DATA EXTRACTS:
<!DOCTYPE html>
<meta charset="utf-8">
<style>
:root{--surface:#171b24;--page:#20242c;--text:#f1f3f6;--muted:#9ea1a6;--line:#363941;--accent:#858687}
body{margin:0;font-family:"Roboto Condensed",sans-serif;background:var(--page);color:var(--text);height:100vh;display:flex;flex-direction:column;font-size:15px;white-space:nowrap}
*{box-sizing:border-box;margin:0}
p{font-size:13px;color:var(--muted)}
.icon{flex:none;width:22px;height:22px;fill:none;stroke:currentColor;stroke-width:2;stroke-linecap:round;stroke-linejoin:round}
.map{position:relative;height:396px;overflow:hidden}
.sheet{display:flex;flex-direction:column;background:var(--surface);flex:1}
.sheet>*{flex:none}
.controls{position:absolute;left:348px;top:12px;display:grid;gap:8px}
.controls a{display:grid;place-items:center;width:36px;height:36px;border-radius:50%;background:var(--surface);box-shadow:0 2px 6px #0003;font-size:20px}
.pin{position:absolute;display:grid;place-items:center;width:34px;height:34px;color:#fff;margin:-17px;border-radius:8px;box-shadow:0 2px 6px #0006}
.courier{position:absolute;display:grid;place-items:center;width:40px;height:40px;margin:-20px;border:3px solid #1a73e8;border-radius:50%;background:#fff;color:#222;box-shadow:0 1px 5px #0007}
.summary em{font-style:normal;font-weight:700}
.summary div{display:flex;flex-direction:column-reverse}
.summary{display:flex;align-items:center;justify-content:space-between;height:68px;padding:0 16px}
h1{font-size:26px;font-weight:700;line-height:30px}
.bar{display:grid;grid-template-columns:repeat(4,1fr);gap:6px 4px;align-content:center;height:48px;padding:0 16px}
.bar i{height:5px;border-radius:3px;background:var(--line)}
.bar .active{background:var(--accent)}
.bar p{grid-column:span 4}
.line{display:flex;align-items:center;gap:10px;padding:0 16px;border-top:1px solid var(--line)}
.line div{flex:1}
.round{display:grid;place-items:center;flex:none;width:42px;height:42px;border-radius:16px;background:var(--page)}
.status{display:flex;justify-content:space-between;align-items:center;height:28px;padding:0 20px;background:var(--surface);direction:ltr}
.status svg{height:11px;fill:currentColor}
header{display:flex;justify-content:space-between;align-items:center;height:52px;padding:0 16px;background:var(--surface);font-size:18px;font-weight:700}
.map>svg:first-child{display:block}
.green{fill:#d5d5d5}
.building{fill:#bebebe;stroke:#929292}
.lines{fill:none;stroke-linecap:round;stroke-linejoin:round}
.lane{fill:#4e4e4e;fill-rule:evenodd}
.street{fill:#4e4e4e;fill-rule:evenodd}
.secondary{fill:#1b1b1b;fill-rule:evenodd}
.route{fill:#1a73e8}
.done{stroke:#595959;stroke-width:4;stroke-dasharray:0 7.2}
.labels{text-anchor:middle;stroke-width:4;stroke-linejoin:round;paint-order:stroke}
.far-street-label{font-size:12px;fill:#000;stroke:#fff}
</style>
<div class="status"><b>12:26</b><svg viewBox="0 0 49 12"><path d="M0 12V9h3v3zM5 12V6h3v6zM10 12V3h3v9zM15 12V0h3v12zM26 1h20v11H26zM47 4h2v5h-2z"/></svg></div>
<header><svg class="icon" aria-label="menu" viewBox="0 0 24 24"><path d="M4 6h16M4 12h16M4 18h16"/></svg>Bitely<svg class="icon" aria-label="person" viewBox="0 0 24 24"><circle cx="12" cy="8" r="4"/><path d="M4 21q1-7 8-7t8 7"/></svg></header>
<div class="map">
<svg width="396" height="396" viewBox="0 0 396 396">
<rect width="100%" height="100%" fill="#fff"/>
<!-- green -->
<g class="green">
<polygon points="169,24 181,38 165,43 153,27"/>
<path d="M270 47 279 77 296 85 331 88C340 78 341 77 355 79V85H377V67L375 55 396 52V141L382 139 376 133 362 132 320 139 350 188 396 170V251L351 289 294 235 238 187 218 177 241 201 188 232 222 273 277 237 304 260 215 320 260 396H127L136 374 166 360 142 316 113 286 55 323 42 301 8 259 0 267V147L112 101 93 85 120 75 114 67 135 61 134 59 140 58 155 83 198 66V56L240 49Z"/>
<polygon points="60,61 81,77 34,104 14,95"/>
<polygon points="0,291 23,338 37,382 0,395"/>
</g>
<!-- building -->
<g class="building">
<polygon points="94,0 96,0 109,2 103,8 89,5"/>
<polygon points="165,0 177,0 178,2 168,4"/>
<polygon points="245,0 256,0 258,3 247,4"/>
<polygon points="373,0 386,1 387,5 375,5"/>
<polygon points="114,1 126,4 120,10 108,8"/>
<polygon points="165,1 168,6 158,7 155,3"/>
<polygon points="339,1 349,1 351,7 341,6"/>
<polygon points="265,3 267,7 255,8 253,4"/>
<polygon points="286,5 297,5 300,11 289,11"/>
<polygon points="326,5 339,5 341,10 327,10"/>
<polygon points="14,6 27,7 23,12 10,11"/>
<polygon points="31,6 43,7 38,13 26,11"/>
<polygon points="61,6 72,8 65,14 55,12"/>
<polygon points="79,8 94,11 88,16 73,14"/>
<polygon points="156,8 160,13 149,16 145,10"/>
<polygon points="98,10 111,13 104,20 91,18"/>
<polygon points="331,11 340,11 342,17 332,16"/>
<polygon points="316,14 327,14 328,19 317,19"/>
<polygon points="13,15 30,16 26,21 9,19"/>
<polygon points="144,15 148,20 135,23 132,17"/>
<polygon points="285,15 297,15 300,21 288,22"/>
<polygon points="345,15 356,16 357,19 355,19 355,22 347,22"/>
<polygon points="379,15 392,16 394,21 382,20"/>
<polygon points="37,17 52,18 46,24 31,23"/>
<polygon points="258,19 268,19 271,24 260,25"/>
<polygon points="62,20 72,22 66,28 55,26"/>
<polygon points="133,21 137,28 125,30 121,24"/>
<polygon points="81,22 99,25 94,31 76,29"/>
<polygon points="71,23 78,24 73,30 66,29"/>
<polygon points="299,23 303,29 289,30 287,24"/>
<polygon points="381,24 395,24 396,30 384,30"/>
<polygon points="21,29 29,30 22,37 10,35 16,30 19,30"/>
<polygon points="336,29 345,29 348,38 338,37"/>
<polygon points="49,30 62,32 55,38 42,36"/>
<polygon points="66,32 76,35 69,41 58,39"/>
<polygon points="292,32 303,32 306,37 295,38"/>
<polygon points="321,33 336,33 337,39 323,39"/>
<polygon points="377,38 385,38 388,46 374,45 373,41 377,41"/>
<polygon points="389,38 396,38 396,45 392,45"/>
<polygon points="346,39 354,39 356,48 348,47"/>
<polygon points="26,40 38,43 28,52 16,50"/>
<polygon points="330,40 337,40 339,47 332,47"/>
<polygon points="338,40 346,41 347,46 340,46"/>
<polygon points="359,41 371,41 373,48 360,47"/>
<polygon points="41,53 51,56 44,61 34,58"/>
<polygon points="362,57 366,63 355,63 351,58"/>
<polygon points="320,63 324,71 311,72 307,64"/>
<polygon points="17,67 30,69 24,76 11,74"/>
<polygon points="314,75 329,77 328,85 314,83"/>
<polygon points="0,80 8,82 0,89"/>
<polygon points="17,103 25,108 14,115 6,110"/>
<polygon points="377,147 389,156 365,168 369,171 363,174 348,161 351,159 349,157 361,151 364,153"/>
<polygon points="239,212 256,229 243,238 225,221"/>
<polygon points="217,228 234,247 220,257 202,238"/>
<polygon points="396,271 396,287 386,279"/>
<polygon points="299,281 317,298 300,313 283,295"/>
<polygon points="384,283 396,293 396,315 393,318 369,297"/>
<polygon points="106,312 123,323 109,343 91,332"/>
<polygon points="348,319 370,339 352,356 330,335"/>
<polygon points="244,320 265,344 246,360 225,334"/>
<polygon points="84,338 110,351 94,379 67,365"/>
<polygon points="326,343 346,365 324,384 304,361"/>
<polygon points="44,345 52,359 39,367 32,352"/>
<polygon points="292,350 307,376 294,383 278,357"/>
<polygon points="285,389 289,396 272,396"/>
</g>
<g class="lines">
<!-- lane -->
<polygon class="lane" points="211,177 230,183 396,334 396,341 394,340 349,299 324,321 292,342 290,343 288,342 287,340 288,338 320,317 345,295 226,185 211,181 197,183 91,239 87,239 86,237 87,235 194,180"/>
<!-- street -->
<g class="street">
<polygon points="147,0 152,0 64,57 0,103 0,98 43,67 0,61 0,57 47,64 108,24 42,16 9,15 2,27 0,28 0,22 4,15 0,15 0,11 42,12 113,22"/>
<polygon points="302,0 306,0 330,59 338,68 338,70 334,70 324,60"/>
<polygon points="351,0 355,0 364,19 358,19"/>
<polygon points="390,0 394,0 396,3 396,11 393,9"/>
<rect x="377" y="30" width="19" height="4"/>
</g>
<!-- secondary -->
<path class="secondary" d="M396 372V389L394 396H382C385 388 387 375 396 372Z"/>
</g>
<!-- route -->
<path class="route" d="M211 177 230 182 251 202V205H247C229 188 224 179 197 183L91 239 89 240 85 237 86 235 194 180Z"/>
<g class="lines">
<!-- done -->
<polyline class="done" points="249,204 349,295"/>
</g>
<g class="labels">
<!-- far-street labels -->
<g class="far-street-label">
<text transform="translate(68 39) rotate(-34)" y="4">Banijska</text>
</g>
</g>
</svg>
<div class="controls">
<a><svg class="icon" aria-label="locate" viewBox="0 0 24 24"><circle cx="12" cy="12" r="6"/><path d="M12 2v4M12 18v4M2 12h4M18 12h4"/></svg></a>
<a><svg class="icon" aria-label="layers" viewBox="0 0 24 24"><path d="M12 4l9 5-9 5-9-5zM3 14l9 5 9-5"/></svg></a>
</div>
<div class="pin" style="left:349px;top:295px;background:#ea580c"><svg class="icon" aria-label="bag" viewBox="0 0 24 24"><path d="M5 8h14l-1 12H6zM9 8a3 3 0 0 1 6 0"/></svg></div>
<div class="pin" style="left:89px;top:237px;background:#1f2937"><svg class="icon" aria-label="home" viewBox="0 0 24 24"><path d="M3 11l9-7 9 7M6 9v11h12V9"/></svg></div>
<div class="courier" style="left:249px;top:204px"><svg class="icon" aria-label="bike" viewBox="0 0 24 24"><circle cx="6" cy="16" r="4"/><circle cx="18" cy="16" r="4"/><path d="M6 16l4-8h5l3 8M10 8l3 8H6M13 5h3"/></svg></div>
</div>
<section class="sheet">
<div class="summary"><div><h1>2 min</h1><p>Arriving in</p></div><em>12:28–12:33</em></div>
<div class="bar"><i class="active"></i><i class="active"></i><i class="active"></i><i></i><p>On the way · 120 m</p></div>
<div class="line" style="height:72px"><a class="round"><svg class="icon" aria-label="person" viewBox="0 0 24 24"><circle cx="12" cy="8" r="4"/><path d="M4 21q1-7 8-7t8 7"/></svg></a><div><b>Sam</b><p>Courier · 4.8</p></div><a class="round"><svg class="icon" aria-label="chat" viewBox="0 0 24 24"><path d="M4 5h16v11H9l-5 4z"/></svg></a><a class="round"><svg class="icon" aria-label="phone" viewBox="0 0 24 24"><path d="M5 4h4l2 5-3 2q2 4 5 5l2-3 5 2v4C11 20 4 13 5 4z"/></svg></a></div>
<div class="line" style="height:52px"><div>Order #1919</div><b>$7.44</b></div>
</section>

PROBLEM DESCRIPTION: The number of lines in the entries holding the word "evenodd" is what is needed. Supply that number only.

ANSWER SECTION: 3